(Saved entries)
+++

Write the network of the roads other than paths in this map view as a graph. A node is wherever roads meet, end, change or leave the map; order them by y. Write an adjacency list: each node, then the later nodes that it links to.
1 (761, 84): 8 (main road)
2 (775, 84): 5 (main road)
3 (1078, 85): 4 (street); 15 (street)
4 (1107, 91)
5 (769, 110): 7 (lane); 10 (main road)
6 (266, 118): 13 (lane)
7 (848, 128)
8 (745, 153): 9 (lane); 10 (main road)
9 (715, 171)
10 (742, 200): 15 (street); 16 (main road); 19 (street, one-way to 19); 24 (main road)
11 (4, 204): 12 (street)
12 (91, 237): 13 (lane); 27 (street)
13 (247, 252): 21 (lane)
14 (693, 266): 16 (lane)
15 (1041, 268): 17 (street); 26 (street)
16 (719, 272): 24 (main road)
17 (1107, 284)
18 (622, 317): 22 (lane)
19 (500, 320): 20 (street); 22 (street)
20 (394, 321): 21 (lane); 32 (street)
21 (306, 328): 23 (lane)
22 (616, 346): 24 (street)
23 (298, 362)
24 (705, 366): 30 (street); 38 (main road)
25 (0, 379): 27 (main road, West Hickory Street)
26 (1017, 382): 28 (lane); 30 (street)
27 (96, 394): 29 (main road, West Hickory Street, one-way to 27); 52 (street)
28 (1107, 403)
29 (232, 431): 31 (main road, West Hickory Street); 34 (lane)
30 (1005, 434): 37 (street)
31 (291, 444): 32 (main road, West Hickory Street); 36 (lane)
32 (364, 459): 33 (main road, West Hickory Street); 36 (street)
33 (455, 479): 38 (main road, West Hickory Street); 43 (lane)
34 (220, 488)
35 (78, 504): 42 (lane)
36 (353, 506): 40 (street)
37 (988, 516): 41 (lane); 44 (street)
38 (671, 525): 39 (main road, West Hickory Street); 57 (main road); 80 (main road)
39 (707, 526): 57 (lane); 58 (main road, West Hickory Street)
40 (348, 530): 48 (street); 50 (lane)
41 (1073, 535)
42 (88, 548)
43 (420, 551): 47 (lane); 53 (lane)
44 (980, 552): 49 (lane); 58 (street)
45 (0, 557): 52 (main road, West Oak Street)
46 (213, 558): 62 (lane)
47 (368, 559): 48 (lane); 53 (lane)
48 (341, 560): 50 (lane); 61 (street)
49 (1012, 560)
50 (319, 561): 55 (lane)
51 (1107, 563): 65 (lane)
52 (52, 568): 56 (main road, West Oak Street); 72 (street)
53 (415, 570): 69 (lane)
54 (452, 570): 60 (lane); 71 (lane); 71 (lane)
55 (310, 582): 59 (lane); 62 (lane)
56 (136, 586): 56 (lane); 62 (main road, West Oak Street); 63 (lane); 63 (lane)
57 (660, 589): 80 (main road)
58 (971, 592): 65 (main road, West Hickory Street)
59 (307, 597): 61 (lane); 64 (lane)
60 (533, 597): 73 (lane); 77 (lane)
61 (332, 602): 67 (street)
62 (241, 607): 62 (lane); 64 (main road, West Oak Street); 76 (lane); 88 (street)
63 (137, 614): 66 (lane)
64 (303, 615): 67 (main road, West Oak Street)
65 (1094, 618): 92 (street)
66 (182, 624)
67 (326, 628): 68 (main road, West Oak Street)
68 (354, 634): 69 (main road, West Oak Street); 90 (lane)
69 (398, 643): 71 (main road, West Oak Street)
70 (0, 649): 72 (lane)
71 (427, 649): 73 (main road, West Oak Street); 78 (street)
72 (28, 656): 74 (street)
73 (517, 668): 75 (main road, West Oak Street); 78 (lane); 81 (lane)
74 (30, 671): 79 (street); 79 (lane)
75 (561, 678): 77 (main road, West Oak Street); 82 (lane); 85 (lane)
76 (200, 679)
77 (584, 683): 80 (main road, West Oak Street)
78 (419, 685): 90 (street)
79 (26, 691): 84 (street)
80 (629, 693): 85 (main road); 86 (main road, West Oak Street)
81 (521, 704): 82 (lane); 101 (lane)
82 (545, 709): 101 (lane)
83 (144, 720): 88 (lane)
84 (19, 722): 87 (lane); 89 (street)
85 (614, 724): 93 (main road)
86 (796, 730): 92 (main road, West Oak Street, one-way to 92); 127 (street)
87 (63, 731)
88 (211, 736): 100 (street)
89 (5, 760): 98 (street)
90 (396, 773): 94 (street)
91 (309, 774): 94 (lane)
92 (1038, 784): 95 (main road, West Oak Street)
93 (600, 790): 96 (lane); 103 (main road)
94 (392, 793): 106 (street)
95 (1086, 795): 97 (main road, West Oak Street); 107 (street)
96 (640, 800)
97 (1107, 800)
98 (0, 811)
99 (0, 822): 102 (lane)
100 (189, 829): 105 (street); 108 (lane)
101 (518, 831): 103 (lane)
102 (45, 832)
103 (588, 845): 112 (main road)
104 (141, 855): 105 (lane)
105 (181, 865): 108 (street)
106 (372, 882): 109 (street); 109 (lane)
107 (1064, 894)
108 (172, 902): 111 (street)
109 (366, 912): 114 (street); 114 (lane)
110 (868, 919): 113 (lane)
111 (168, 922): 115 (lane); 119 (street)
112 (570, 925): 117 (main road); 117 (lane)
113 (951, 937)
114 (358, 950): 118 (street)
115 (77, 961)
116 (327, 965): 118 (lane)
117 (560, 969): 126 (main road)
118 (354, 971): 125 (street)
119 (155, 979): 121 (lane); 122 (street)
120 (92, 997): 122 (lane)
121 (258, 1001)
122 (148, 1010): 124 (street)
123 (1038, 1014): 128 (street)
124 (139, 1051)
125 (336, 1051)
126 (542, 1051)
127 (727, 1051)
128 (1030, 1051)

+++

WORK ITEM
If a line in the records holds the string "Hickory", count it, and give only the total.

REPLY
9